Aim of the exercise
Give the number of lines in the records below that hold "where"; nothing else is needed.

Material supplied
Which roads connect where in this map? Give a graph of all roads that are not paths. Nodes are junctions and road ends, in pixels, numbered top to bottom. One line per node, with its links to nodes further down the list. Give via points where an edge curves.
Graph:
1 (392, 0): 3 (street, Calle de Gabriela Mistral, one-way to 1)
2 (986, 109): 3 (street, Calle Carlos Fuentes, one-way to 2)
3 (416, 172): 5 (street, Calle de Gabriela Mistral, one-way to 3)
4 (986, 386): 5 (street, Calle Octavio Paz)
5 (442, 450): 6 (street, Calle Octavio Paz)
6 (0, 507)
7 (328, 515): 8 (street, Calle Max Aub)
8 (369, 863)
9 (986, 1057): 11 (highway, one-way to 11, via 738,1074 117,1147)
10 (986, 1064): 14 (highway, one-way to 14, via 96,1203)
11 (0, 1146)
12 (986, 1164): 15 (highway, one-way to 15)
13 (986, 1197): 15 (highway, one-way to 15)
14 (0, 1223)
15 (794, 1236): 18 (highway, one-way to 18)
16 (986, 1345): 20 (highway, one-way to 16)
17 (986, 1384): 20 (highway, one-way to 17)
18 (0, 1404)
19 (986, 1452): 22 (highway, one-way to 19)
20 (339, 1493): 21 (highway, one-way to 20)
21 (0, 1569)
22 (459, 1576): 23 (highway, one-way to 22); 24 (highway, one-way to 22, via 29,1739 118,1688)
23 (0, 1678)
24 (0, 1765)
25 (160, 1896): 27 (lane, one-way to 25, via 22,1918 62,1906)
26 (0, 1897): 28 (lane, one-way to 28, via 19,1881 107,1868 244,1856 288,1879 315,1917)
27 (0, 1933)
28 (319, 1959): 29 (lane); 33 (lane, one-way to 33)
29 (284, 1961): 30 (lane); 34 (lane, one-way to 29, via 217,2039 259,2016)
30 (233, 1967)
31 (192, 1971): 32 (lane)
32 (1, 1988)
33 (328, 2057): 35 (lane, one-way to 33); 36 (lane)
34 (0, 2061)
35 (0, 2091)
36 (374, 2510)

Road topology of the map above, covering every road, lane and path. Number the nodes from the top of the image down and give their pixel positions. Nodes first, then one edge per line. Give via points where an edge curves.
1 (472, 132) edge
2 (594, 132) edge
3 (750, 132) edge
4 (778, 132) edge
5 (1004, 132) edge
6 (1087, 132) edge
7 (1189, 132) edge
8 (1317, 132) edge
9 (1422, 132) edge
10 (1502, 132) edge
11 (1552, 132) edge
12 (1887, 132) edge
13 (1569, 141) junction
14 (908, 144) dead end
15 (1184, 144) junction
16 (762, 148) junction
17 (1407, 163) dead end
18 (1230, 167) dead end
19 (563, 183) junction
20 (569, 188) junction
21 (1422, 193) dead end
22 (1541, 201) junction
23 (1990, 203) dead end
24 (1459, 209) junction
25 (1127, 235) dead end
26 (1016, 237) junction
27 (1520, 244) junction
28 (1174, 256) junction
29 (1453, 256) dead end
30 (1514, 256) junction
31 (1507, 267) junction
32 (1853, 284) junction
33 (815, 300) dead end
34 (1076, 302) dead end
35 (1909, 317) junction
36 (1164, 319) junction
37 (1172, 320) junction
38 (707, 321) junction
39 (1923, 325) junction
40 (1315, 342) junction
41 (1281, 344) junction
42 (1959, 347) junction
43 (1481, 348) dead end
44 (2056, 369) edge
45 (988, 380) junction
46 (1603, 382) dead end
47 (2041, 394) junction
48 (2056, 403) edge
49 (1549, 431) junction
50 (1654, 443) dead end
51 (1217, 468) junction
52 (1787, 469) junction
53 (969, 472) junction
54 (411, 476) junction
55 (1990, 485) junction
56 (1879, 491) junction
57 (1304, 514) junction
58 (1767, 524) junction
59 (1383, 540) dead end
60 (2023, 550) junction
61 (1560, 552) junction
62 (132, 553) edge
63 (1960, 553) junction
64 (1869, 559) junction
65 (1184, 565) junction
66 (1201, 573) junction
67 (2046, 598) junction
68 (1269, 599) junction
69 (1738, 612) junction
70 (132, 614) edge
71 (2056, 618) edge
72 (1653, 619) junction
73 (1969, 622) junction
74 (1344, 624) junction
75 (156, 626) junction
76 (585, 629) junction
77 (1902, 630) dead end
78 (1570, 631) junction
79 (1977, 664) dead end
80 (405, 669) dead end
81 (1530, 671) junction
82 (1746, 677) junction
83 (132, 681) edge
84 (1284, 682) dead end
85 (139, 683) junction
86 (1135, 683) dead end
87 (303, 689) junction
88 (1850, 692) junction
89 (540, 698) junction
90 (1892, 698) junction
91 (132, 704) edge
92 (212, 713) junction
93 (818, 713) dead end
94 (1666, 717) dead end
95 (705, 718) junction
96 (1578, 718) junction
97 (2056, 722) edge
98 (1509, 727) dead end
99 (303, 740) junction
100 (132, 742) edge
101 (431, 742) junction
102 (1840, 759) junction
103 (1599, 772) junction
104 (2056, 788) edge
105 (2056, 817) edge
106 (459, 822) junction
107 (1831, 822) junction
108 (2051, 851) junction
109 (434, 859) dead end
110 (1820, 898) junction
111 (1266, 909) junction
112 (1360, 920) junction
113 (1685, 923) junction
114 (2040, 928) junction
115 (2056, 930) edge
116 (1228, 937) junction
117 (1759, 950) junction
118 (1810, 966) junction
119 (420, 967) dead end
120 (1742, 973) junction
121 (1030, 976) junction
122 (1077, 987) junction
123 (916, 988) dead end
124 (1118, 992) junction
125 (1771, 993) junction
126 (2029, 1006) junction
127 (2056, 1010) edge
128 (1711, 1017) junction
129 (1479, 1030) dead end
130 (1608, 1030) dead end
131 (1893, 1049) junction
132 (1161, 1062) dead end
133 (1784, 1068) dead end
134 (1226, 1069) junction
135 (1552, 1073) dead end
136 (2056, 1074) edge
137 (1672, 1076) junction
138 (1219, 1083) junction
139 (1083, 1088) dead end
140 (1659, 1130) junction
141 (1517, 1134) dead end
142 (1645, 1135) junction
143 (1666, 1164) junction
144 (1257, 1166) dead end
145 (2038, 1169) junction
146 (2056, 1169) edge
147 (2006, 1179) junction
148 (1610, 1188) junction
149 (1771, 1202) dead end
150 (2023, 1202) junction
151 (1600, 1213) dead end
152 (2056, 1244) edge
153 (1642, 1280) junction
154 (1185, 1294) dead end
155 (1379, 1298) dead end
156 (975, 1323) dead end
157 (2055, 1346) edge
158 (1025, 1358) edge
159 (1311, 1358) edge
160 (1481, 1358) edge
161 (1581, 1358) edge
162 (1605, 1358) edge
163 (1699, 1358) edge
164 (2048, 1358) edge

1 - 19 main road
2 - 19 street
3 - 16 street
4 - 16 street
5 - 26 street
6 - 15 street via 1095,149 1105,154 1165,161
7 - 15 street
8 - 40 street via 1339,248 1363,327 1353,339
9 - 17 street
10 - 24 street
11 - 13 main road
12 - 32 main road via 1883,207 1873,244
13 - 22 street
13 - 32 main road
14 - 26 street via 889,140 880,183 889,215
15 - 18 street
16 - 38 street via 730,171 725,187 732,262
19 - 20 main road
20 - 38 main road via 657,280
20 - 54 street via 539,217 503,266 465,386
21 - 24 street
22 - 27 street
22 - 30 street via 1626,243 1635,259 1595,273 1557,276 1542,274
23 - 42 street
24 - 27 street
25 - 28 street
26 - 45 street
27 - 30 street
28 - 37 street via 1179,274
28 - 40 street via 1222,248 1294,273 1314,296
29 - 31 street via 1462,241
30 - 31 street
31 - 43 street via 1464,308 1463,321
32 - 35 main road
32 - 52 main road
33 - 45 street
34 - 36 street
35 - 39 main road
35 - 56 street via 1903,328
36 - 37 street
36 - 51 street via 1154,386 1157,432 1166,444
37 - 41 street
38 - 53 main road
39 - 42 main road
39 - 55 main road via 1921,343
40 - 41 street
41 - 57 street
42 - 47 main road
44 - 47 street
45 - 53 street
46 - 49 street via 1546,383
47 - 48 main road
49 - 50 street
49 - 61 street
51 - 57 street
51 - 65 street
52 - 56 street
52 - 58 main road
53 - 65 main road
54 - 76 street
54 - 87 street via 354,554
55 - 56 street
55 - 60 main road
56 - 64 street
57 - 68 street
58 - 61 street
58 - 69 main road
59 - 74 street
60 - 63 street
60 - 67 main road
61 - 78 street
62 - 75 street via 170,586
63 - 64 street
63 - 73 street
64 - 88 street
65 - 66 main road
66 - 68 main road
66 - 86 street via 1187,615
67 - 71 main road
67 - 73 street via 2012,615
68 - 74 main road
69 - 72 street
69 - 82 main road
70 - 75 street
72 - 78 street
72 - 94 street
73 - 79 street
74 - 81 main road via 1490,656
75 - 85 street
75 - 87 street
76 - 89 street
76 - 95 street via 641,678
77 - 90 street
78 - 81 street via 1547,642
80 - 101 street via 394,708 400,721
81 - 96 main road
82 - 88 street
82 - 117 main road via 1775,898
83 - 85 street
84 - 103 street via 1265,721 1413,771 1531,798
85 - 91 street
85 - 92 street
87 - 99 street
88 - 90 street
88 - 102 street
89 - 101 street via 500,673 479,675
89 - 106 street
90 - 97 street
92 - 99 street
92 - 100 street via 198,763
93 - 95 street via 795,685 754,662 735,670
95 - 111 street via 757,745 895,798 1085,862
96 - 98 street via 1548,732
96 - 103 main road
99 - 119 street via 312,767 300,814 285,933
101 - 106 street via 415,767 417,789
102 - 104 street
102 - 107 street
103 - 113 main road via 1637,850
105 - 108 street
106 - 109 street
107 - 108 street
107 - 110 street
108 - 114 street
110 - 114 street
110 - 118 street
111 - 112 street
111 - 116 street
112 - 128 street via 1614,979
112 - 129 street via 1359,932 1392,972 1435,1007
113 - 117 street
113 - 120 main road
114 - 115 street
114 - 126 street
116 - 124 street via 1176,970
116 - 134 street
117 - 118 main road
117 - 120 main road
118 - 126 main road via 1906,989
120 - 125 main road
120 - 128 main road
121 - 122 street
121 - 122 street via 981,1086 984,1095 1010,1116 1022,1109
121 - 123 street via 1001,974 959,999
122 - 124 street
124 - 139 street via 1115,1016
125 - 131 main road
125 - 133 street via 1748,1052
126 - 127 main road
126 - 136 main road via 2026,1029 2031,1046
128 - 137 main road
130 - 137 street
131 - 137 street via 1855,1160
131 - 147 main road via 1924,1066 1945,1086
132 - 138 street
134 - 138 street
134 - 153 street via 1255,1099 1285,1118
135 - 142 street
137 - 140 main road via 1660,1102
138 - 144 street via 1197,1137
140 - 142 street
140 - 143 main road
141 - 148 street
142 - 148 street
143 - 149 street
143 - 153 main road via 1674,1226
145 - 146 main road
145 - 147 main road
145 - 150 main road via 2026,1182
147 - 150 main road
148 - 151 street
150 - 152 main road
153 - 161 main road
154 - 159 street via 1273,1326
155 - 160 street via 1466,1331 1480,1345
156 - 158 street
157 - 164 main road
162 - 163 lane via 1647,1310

Expected output
2